Stored data:
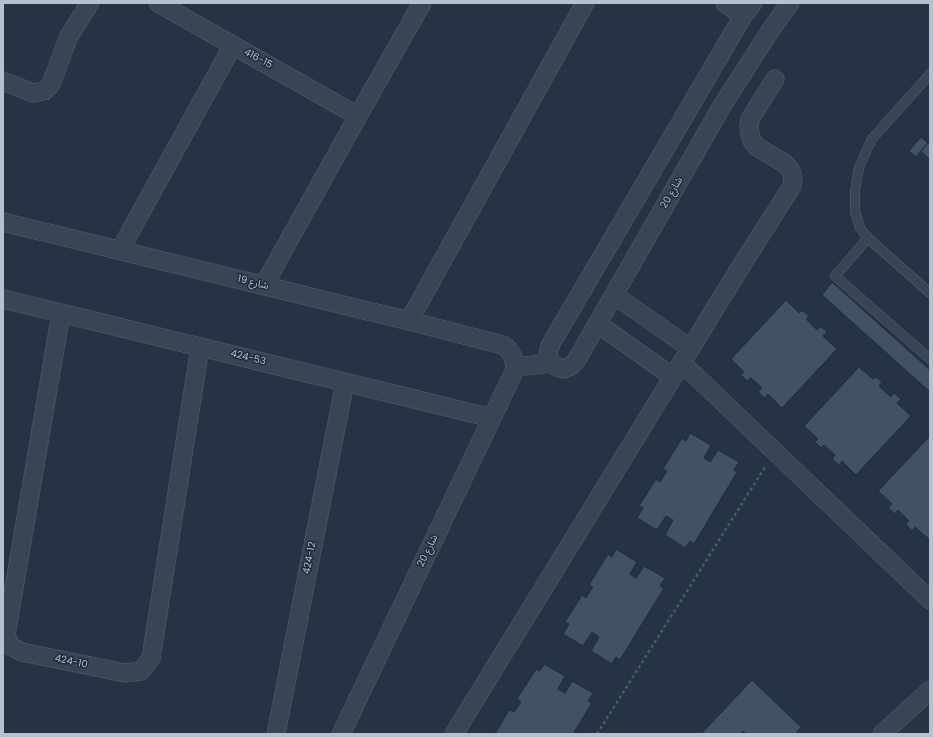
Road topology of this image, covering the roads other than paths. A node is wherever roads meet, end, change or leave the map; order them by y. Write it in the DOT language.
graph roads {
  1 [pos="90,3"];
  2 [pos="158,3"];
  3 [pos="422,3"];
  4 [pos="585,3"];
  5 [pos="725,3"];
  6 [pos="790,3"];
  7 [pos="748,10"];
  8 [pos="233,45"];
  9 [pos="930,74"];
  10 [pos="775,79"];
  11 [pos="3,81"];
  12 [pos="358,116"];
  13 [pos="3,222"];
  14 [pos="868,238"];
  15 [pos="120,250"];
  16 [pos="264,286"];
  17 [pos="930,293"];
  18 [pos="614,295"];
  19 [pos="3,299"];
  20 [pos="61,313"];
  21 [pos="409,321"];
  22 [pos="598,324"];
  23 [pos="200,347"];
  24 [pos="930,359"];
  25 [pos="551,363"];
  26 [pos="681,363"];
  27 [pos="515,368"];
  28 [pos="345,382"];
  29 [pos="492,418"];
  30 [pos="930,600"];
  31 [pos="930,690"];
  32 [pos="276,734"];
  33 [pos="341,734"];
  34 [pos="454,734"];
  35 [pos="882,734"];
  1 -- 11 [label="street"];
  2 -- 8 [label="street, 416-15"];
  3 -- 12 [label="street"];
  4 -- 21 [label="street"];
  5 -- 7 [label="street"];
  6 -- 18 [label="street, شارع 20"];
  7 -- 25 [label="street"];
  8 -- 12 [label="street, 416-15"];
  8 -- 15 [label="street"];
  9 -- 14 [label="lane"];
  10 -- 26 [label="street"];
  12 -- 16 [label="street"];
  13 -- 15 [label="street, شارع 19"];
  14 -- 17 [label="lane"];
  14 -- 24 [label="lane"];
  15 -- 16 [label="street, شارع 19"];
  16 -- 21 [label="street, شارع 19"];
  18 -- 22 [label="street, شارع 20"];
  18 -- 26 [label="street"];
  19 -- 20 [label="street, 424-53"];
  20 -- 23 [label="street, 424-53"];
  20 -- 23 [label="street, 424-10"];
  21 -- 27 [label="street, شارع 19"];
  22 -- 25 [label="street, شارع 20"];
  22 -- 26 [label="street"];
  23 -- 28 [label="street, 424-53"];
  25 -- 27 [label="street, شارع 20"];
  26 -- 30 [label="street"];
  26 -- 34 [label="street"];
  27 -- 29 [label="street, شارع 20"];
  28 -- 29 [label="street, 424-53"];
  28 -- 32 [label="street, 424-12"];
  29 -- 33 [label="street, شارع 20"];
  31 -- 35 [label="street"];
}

...

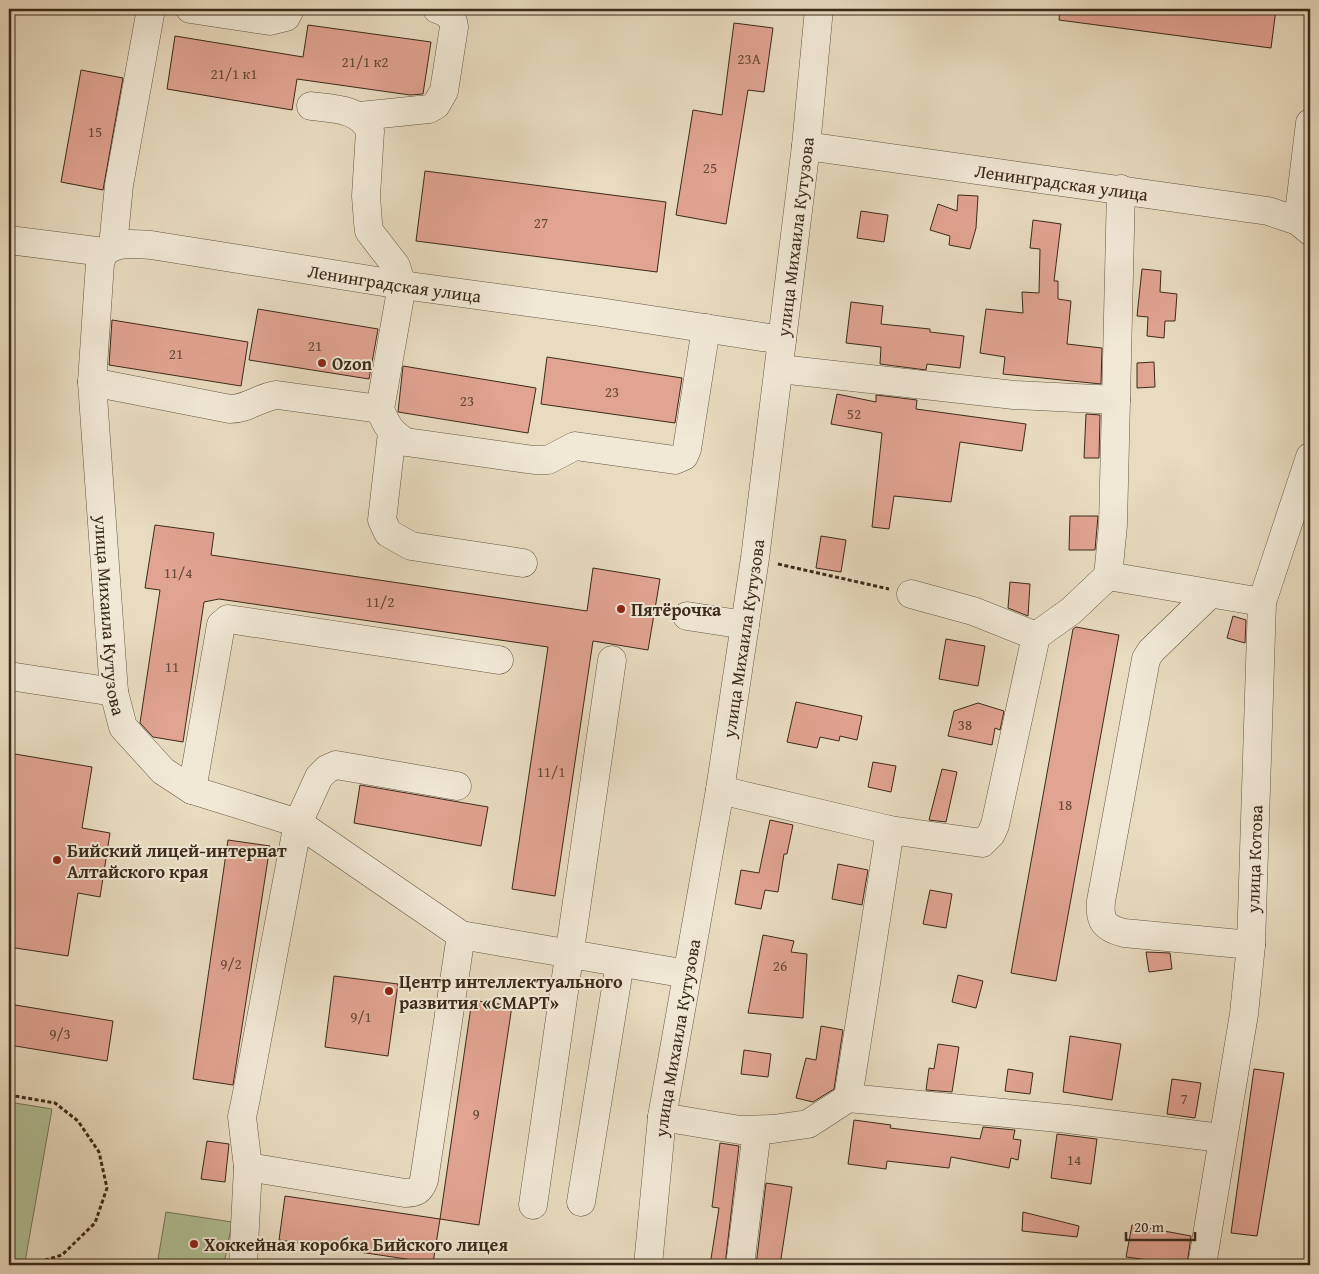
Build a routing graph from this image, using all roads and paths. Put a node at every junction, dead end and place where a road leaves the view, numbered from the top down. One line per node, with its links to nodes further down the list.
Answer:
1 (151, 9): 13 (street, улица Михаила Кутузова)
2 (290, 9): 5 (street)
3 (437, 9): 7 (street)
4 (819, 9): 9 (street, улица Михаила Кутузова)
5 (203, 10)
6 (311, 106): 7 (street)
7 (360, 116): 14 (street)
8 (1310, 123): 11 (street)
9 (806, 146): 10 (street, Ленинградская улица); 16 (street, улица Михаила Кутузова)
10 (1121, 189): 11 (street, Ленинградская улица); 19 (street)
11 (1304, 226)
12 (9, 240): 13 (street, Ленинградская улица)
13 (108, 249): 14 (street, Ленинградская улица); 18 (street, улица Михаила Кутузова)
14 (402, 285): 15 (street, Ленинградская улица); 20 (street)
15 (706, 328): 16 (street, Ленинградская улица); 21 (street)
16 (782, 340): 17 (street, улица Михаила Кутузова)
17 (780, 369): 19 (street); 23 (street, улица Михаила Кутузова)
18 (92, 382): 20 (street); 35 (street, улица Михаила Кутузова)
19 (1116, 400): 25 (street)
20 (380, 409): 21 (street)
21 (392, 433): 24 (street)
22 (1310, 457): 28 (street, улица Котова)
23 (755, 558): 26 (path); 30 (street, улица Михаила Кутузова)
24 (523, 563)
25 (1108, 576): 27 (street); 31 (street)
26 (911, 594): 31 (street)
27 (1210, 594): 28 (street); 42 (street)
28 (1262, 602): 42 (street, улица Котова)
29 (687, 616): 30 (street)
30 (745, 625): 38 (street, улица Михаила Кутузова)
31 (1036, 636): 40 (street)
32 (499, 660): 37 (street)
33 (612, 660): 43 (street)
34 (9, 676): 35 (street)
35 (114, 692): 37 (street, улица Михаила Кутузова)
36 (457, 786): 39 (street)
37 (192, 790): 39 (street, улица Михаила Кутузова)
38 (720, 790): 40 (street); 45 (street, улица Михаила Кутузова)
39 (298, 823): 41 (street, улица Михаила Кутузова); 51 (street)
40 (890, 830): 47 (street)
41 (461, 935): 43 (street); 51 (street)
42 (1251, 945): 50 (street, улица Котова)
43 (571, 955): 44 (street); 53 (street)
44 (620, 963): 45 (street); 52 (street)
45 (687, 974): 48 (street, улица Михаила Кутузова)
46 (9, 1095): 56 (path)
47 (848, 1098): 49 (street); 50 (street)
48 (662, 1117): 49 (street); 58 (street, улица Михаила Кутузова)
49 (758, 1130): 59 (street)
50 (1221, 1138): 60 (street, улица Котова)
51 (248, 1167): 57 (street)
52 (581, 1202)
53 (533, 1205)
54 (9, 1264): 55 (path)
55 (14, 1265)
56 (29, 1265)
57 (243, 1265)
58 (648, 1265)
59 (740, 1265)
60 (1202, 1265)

● **What you have to do**
Look over the records above and filter for each line with the word "image".

● **Your solution**
Road topology of this image, covering the roads other than paths. A node is wherever roads meet, end, change or leave the map; order them by y. Write it in the DOT language.
Build a routing graph from this image, using all roads and paths. Put a node at every junction, dead end and place where a road leaves the view, numbered from the top down. One line per node, with its links to nodes further down the list.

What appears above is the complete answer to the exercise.